LeetCode: Valid Anagram

Adam James
3 min readOct 24, 2021

This week’s coding challenge comes from Leetcode, the Valid Anagram challenge. The function you’re required to create in this challenge will take in two different strings and return true if they’re anagrams of each other. In this blog post I’ll break down two different ways to solve this problem. One single line function completed through chaining JavaScript methods, and another through creating an object.

The simplest answer, to me, would be to chain methods onto the passed-in strings to check if they’re equal. An anagram is a word that is created by rearranging the letters of another word, so if the two strings are equal to each other when they’re sorted alphabetically. Since the JavaScript sort() method can only be used on an array, I’ll need to split the string into an array, sort that array, then rejoin the array into a string.

This solution is pretty simple and compact. It’s a solid answer, but not the most creative one. I knew I could come to a solution using an object, creating an object with keys of the characters in one string, and values of the number of times that character occurs in the string. First I’d create an empty object, the loop I’d use to populate this object is a pretty standard format.

Before going further, I want to account for a fringe case that will result in a false return. If the strings are different lengths, it’s impossible for the two to be anagrams of each other. I want to check this before looping and populating the object, so I’ll do that at the top of the function.

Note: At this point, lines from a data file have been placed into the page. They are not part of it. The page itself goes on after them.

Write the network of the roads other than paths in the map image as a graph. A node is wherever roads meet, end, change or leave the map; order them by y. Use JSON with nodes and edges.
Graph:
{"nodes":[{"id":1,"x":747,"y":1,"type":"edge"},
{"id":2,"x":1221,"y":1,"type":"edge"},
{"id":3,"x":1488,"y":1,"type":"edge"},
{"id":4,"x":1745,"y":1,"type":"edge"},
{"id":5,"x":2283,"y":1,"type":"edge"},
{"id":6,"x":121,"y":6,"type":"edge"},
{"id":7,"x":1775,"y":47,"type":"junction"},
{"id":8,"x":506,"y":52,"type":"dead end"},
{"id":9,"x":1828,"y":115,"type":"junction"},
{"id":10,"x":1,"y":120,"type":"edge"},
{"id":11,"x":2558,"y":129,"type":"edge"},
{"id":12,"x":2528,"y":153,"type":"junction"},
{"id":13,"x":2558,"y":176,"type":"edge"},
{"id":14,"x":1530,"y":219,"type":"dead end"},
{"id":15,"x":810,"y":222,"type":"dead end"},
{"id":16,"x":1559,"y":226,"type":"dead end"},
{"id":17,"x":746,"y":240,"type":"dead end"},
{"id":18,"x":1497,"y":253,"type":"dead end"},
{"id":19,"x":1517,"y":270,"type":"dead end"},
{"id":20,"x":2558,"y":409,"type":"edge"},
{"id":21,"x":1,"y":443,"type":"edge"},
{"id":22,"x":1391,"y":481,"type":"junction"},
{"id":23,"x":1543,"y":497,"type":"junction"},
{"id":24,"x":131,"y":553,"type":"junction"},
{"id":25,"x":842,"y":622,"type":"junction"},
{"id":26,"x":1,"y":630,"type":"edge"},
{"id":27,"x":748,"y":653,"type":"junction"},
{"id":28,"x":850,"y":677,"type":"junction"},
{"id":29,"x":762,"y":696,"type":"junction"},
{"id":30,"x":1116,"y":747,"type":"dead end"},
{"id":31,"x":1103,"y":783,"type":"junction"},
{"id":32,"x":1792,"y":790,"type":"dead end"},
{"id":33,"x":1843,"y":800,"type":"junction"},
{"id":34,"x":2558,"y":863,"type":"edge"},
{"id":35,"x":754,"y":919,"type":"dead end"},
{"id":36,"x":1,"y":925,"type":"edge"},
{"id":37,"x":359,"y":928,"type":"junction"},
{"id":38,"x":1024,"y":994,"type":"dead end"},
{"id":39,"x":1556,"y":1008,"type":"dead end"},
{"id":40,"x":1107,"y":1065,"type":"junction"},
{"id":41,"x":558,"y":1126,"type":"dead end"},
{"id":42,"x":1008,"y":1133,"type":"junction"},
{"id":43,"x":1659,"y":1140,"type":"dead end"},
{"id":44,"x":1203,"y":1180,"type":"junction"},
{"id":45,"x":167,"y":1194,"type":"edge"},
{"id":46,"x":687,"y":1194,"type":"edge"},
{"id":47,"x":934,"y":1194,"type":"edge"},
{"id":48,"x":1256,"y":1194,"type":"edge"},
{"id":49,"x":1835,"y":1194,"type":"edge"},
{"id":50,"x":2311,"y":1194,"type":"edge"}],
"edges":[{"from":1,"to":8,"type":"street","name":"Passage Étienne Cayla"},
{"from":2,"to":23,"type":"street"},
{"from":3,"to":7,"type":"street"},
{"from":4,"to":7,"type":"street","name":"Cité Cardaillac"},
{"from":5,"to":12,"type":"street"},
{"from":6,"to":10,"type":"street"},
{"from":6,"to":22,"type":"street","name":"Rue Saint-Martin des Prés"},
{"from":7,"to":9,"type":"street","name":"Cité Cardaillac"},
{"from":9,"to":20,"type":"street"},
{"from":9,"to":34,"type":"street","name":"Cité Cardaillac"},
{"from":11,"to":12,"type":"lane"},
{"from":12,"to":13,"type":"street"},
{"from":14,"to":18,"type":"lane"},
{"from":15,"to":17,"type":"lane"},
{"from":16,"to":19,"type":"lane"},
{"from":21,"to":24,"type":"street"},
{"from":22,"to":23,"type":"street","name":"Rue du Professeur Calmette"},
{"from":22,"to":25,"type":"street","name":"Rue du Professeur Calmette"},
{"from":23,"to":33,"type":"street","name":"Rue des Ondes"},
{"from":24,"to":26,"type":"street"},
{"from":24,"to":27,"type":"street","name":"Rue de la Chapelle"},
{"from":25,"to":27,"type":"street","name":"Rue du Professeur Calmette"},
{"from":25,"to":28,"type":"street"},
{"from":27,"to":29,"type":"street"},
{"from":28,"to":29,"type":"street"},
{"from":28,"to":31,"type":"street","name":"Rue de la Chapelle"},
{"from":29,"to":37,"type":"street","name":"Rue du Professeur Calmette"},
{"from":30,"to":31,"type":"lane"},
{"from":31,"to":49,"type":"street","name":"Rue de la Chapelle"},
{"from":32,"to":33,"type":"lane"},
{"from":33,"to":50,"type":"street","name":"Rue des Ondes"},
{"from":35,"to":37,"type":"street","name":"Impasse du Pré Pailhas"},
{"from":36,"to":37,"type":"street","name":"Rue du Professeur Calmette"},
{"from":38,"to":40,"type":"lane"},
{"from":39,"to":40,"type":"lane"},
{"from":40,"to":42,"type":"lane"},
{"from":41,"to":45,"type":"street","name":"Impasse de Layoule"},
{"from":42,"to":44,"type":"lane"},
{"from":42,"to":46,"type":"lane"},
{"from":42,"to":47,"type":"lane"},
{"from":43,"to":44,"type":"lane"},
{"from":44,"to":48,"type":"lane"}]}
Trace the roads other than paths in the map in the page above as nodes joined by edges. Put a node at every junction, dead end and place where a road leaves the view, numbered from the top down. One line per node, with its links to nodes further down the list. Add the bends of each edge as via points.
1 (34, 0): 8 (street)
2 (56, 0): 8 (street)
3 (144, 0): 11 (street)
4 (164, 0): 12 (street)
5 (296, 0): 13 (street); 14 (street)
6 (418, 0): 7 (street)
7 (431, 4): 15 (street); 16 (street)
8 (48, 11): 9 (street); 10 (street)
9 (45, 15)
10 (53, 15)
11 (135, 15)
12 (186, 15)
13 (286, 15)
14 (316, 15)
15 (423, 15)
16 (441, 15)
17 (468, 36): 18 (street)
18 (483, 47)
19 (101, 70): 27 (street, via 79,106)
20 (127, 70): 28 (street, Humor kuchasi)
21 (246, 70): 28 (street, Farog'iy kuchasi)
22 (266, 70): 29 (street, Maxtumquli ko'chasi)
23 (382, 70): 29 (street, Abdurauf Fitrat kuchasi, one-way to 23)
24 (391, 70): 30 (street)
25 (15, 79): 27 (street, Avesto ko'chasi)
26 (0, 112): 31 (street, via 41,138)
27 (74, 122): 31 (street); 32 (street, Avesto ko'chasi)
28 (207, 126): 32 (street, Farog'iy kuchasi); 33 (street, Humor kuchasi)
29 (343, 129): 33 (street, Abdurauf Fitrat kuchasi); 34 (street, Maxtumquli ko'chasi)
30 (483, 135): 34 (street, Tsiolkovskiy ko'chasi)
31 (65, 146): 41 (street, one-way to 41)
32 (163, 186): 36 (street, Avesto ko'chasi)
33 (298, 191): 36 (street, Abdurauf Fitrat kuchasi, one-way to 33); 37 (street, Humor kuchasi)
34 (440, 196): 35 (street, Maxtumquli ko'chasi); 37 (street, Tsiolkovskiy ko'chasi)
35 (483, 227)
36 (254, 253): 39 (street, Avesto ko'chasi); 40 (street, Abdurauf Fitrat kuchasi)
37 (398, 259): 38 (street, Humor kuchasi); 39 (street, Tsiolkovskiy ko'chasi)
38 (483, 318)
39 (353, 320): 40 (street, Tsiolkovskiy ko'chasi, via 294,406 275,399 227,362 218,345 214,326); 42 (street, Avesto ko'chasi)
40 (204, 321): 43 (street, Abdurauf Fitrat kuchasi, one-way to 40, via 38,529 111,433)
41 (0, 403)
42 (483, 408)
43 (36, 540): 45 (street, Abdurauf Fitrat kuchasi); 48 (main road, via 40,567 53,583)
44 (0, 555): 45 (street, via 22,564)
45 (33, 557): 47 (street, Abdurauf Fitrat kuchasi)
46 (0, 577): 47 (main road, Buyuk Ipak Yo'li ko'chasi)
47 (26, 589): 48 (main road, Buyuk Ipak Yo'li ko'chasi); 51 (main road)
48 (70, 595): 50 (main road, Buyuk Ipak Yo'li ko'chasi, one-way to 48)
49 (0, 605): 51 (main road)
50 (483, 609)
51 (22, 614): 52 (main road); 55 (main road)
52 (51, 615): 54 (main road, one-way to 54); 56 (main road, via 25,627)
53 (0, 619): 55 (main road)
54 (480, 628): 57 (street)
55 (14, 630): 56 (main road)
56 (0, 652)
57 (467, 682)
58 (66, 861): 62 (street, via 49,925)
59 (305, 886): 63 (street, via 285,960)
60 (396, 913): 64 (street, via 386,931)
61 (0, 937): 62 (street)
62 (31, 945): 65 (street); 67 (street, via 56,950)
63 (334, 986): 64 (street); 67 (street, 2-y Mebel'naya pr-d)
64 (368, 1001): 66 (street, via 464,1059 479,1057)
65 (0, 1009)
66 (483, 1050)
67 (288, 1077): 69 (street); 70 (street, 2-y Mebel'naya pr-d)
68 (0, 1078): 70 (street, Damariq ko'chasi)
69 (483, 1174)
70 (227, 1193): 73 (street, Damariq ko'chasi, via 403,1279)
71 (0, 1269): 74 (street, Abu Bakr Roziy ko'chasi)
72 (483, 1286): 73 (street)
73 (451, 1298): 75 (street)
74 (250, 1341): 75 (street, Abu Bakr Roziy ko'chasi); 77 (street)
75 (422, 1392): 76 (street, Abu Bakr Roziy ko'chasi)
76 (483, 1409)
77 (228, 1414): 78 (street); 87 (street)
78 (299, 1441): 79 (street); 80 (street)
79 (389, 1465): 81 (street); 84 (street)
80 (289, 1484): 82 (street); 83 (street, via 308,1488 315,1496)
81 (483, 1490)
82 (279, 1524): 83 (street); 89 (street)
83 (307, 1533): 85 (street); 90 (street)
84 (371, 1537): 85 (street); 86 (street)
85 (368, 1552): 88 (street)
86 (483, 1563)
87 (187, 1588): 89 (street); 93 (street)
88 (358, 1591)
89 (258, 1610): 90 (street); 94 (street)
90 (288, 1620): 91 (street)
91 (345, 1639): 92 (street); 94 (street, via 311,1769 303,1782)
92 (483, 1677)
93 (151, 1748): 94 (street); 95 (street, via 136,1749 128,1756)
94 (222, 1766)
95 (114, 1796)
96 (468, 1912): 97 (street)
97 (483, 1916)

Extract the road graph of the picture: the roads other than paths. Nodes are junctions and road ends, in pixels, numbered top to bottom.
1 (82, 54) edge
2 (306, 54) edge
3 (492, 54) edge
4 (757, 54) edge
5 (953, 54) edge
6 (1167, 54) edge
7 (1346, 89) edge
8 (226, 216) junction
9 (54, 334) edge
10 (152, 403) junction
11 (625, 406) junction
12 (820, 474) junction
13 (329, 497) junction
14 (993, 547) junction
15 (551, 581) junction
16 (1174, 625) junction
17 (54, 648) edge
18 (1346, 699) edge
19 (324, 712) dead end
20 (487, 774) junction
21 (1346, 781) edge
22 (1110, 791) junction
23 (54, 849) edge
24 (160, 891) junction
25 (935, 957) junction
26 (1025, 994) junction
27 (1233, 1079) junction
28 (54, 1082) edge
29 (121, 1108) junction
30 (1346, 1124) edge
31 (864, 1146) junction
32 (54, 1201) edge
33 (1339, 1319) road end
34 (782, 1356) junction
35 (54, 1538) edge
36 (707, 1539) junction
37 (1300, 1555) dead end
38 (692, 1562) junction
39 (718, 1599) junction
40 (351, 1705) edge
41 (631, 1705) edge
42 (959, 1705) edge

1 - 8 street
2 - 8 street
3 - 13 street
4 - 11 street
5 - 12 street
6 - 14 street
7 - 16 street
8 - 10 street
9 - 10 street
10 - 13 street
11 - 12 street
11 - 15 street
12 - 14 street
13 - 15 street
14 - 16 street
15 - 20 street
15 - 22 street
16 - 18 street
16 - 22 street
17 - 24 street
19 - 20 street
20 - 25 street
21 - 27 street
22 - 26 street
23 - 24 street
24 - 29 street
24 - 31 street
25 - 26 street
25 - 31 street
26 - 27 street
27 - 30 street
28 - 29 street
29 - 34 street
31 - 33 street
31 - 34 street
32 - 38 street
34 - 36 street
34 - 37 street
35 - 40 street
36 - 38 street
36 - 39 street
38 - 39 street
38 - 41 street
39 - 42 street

After the object is created I’m going to loop through the next string to check each key in the object. To start, if the current character in the string doesn’t exist as a key, then the function will end and return false. When the character does exist as a key, I want to reduce that value by 1. If the value is reduced and the key’s current value is 0, then I’ll delete that key from the object. If an object is an anagram, then at the end of the loop the object will be empty again.

Finally, at the end, I want the function to return true if the object ends up being empty. Since the function uses two loops next to each other, instead of two nested loops, the function’s Big O Time Complexity ends up being O(2n), or simplified to O(n) since both have the same growth rate.